Write the listing below out again in full, dropping its pictures.

### PROVIDED DATA
********************
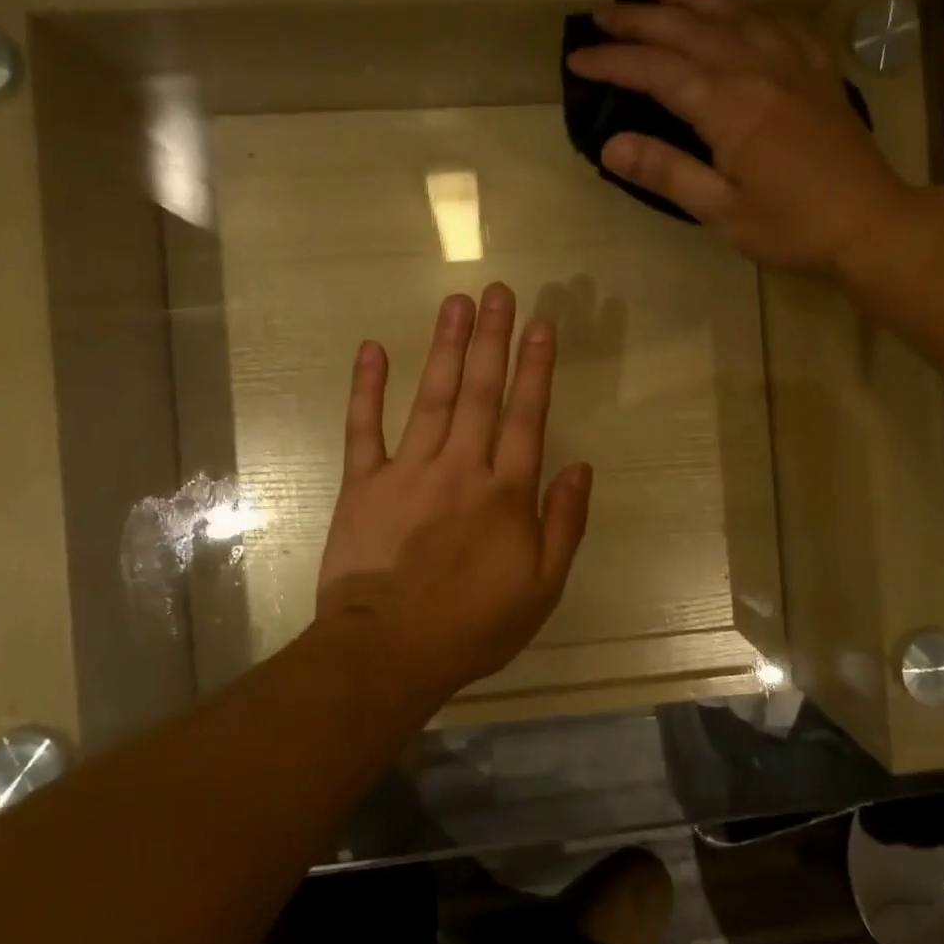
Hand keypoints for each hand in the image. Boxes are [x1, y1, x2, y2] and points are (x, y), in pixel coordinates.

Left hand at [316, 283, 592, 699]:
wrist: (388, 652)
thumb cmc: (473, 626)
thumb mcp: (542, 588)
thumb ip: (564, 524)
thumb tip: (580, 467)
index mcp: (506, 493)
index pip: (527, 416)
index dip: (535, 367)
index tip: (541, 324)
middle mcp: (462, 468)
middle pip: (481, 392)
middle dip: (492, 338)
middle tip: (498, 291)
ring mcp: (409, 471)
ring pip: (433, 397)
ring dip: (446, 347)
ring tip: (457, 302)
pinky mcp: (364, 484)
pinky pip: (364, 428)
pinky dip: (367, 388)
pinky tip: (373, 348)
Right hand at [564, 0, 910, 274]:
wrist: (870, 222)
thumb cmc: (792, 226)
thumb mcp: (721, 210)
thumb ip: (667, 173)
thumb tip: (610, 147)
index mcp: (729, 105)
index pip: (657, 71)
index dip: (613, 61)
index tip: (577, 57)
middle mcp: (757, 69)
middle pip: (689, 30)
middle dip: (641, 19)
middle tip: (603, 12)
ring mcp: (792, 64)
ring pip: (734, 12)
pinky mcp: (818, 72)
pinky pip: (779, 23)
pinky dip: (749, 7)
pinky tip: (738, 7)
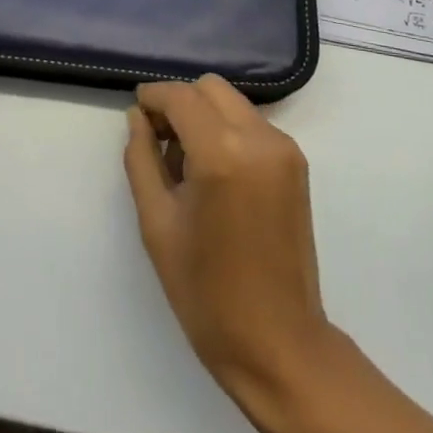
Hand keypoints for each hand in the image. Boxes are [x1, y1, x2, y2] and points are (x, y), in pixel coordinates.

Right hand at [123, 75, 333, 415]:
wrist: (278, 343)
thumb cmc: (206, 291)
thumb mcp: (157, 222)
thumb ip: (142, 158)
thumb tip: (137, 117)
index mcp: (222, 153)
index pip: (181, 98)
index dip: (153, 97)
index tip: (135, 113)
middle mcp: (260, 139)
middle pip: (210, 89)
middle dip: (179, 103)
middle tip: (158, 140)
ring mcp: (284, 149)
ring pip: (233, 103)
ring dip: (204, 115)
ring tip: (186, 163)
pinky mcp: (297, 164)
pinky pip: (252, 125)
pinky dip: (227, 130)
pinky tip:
********************
### REPLY
Hand keypoints for each hand in the image. Boxes are [x1, y1, x2, y2] and points are (x, y), in pixel coordinates.

Left hand at [316, 283, 592, 699]:
wrist: (388, 652)
thumb cmc: (473, 626)
thumb mcp: (542, 588)
thumb ip: (564, 524)
thumb tip: (580, 467)
index mcp: (506, 493)
index pip: (527, 416)
index dip: (535, 367)
index tip: (541, 324)
middle mcp: (462, 468)
middle pip: (481, 392)
middle dip: (492, 338)
middle tip: (498, 291)
ring mcp: (409, 471)
ring pip: (433, 397)
ring dip: (446, 347)
ring tip: (457, 302)
pinky mcp: (364, 484)
pinky pip: (364, 428)
pinky dip: (367, 388)
pinky tip: (373, 348)
Right hand at [564, 0, 910, 274]:
wrist: (870, 222)
thumb cmc: (792, 226)
thumb mcp: (721, 210)
thumb ip: (667, 173)
thumb tip: (610, 147)
index mcp: (729, 105)
index pip: (657, 71)
index dip: (613, 61)
index tip: (577, 57)
middle mcp: (757, 69)
middle pip: (689, 30)
middle dip: (641, 19)
middle tip: (603, 12)
ring mcp: (792, 64)
ring pip: (734, 12)
pinky mcp: (818, 72)
pinky pip: (779, 23)
pinky dip: (749, 7)
pinky tip: (738, 7)
Hand keypoints for each hand in the image. Boxes are [x1, y1, x2, y2] and points are (x, y), in pixel coordinates.

Right hand at [123, 75, 333, 415]:
wrist: (278, 343)
thumb cmc: (206, 291)
thumb mcp: (157, 222)
thumb ip: (142, 158)
thumb tip: (137, 117)
index mcp: (222, 153)
index pip: (181, 98)
index dip: (153, 97)
index tip: (135, 113)
middle mcp: (260, 139)
middle pip: (210, 89)
middle dip: (179, 103)
middle tip: (158, 140)
ring mcp: (284, 149)
ring pip: (233, 103)
ring dip: (204, 115)
ring tip: (186, 163)
pinky mcp: (297, 164)
pinky pip: (252, 125)
pinky dip: (227, 130)
pinky tip:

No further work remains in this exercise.